**** SOURCE DATA ****

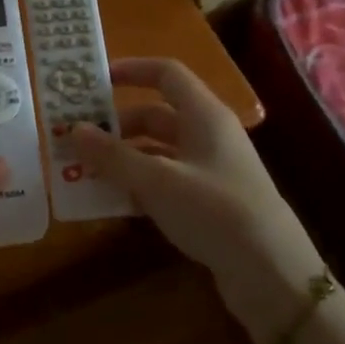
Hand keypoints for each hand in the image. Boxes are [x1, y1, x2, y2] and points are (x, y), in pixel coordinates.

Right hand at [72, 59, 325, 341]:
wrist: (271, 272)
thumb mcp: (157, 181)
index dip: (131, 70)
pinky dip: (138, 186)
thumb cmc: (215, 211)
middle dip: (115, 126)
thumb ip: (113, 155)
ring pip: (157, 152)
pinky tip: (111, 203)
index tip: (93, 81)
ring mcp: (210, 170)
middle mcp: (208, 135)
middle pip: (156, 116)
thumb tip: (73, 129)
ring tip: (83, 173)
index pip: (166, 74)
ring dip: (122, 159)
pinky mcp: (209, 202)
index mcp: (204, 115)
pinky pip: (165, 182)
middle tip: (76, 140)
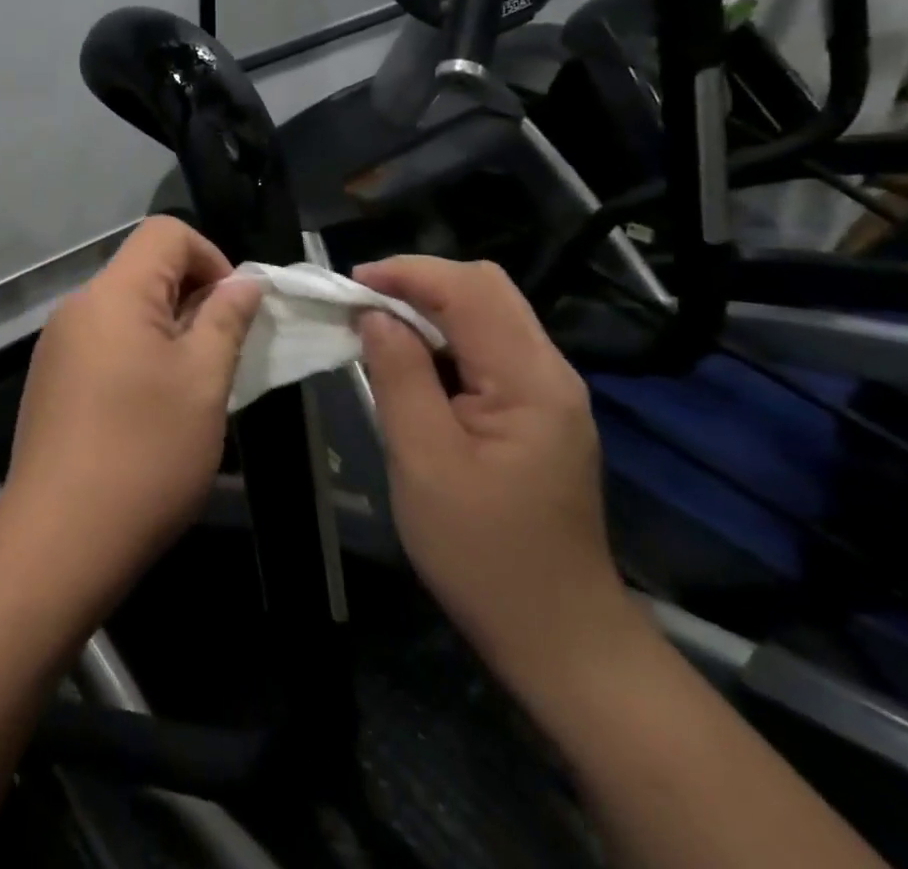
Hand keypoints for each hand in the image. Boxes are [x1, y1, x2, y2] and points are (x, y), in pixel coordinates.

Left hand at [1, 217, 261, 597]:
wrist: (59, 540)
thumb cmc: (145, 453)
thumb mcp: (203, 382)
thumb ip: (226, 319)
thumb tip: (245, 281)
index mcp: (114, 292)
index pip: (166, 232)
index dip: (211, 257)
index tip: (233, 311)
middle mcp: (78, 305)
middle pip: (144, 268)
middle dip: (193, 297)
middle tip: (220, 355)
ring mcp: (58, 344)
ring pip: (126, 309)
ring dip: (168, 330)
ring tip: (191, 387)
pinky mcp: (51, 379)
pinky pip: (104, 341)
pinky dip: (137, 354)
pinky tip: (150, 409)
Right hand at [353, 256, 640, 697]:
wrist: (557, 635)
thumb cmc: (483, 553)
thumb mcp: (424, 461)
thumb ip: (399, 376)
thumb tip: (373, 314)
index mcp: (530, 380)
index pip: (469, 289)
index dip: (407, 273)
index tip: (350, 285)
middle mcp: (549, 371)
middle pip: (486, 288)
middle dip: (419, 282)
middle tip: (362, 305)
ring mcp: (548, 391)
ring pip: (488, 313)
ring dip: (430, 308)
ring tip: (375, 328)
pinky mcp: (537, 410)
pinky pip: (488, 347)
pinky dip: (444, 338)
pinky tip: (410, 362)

****
**** SOURCE DATA ****

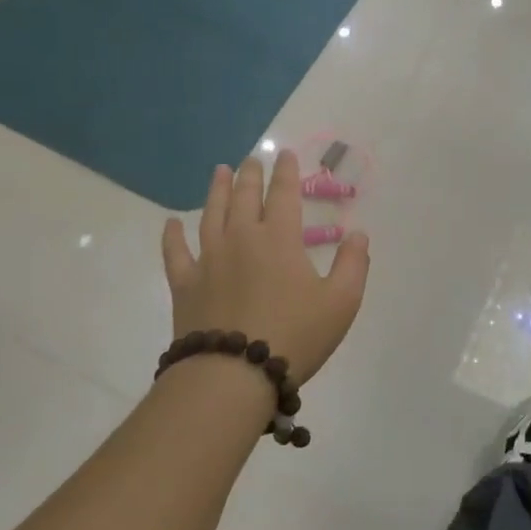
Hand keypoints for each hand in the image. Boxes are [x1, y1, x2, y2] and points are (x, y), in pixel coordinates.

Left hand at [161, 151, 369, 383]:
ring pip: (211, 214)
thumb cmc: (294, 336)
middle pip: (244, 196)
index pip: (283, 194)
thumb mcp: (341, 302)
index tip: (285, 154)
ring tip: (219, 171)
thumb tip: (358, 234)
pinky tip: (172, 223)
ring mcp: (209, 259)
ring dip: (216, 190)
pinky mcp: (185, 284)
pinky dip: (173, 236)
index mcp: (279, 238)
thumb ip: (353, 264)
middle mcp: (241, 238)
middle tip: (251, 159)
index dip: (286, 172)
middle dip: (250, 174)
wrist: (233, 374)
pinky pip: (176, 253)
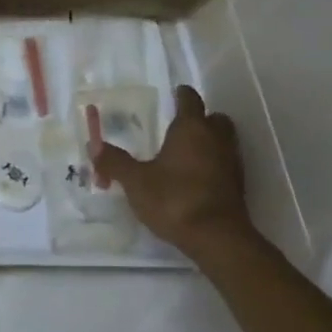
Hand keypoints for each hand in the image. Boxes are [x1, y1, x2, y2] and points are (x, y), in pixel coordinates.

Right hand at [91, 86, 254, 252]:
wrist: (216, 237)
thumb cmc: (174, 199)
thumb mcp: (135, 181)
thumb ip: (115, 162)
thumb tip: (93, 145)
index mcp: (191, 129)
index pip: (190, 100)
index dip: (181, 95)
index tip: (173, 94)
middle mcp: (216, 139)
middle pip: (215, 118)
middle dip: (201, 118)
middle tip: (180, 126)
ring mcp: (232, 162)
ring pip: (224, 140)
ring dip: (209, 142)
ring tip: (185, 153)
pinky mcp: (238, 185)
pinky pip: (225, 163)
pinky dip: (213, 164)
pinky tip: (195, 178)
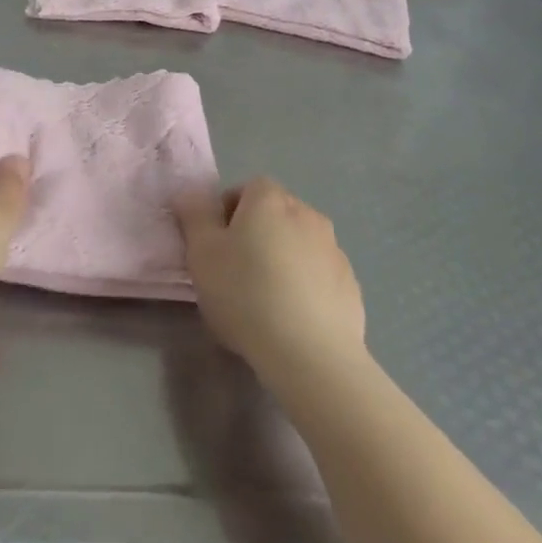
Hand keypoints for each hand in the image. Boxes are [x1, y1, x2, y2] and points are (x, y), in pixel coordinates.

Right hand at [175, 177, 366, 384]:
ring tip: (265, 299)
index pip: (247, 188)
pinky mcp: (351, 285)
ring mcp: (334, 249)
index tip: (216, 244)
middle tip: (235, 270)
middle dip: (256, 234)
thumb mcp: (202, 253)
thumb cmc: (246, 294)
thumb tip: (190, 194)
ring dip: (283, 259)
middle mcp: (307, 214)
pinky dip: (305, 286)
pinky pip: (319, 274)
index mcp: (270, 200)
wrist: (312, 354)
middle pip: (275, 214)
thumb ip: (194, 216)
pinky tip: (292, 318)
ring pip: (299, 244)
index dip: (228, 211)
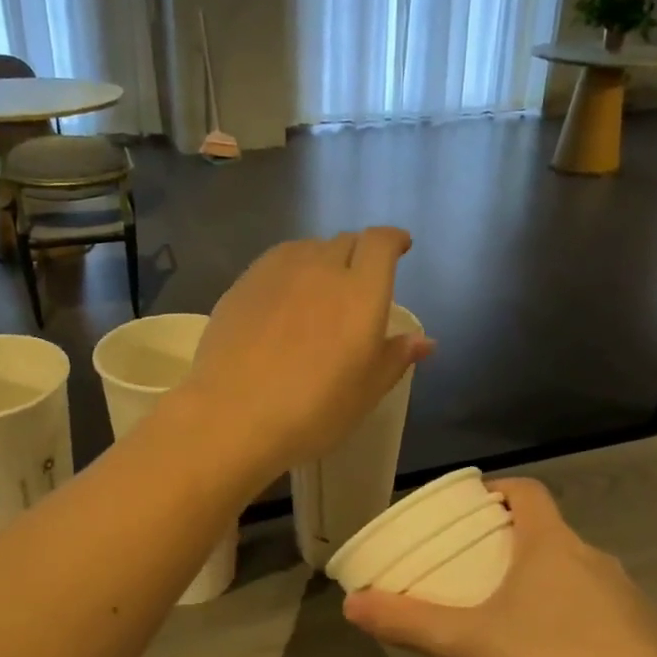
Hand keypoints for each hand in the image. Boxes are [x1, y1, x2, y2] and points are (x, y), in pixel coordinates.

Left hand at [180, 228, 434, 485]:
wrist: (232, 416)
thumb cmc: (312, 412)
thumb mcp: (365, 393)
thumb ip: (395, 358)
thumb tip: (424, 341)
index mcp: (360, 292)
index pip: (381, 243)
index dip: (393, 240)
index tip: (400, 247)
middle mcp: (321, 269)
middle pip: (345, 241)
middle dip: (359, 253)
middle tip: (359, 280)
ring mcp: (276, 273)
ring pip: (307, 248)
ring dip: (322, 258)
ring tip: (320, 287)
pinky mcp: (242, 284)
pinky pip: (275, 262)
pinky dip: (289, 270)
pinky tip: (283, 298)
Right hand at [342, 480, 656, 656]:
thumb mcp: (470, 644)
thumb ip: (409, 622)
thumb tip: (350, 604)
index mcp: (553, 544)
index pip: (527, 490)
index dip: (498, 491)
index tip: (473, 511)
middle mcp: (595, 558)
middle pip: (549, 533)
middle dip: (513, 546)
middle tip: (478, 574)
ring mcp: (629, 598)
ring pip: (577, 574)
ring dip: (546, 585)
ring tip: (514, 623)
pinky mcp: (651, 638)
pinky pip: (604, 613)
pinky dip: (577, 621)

****

▶ [EXERCISE]: An exact transcription is needed of the lines from the one with "pinky pip: (319, 274)" to the one with "pinky dip: (577, 621)" above, both ends included, with pictures left out.

▶ [RESPONSE FOR THIS EXERCISE]:
pinky pip: (319, 274)
index mcp: (270, 200)
wrist: (312, 354)
middle pip: (275, 214)
thumb ip: (194, 216)
pinky tip: (292, 318)
ring pip: (299, 244)
index dip: (228, 211)
Hand keypoints for each hand in the image. Boxes are [x1, y1, x2, y2] and points are (x, y), in pixel coordinates.

Left hand at [180, 228, 434, 485]:
wrist: (232, 416)
thumb cmc: (312, 412)
thumb mcp: (365, 393)
thumb ip: (395, 358)
thumb tip: (424, 341)
index mcp: (360, 292)
index pip: (381, 243)
index dip: (393, 240)
index tip: (400, 247)
middle mcp: (321, 269)
middle pip: (345, 241)
middle dip: (359, 253)
middle tip: (359, 280)
ring mcp: (276, 273)
ring pip: (307, 248)
ring dip: (322, 258)
ring tip: (320, 287)
pinky mcp: (242, 284)
pinky pip: (275, 262)
pinky dip: (289, 270)
pinky tip: (283, 298)
Right hand at [342, 480, 656, 656]:
thumb mcp: (470, 644)
thumb ip: (409, 622)
thumb tip: (350, 604)
index mcp: (553, 544)
index pip: (527, 490)
index dip: (498, 491)
index tip: (473, 511)
middle mcp: (595, 558)
middle pip: (549, 533)
middle dip: (513, 546)
middle tip: (478, 574)
ring mcp: (629, 598)
ring pip: (577, 574)
ring dip: (546, 585)
ring tip: (514, 623)
pinky mcp: (651, 638)
pinky pip: (604, 613)
pinky dip: (577, 621)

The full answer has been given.